* _Exercise requirements_:
Copy out every line holding the string "numbered" from the records below.

Exercise materials START

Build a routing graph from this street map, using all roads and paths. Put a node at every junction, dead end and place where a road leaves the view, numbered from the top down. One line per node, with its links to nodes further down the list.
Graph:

Exercise materials END
Exercise materials START

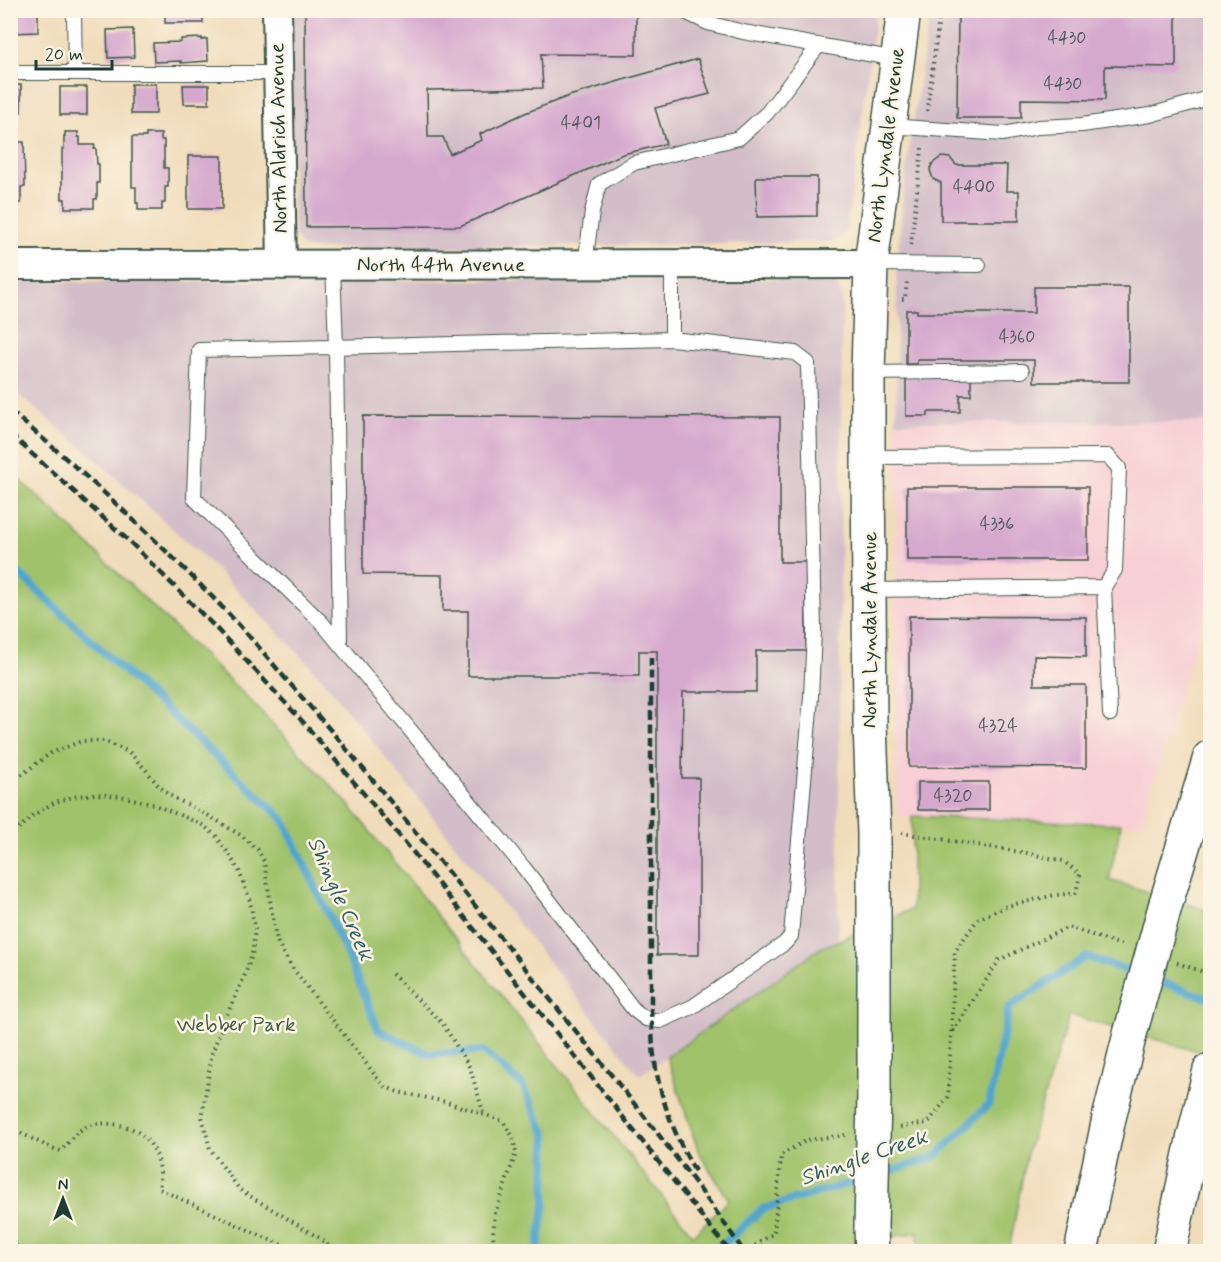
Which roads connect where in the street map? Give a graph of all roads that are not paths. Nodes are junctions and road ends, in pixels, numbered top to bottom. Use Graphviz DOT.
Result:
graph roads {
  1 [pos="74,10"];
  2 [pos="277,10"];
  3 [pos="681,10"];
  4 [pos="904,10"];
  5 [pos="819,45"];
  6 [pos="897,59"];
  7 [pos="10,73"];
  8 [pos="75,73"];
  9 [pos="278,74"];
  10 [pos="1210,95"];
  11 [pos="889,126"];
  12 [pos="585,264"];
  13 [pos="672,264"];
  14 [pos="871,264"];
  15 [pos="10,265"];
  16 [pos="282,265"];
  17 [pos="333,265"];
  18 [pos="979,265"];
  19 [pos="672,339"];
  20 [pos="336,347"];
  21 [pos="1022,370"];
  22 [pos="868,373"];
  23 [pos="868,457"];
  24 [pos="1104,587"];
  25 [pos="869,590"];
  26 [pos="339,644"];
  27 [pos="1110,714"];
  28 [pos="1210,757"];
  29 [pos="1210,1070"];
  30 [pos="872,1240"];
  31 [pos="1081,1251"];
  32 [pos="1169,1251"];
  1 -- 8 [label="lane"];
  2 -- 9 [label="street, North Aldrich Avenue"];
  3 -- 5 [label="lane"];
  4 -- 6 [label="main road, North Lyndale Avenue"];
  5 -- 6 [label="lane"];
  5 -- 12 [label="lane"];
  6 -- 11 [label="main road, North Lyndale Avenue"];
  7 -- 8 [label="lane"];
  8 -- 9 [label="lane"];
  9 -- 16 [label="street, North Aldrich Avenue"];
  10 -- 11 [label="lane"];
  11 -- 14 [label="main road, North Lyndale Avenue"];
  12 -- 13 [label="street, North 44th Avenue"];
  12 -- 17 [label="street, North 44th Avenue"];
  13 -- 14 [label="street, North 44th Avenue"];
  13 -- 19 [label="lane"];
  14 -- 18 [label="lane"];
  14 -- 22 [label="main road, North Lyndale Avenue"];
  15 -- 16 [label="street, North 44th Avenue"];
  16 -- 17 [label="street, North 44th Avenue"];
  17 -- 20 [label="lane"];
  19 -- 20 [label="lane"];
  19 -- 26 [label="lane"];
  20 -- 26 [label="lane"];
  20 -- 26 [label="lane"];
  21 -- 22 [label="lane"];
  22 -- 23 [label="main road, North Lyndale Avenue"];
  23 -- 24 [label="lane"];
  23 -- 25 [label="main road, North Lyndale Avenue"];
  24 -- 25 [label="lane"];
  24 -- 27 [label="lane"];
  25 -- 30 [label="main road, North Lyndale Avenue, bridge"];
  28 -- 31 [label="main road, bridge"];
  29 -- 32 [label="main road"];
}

Exercise materials END

* _Exercise answer_:
Build a routing graph from this street map, using all roads and paths. Put a node at every junction, dead end and place where a road leaves the view, numbered from the top down. One line per node, with its links to nodes further down the list.
Which roads connect where in the street map? Give a graph of all roads that are not paths. Nodes are junctions and road ends, in pixels, numbered top to bottom. Use Graphviz DOT.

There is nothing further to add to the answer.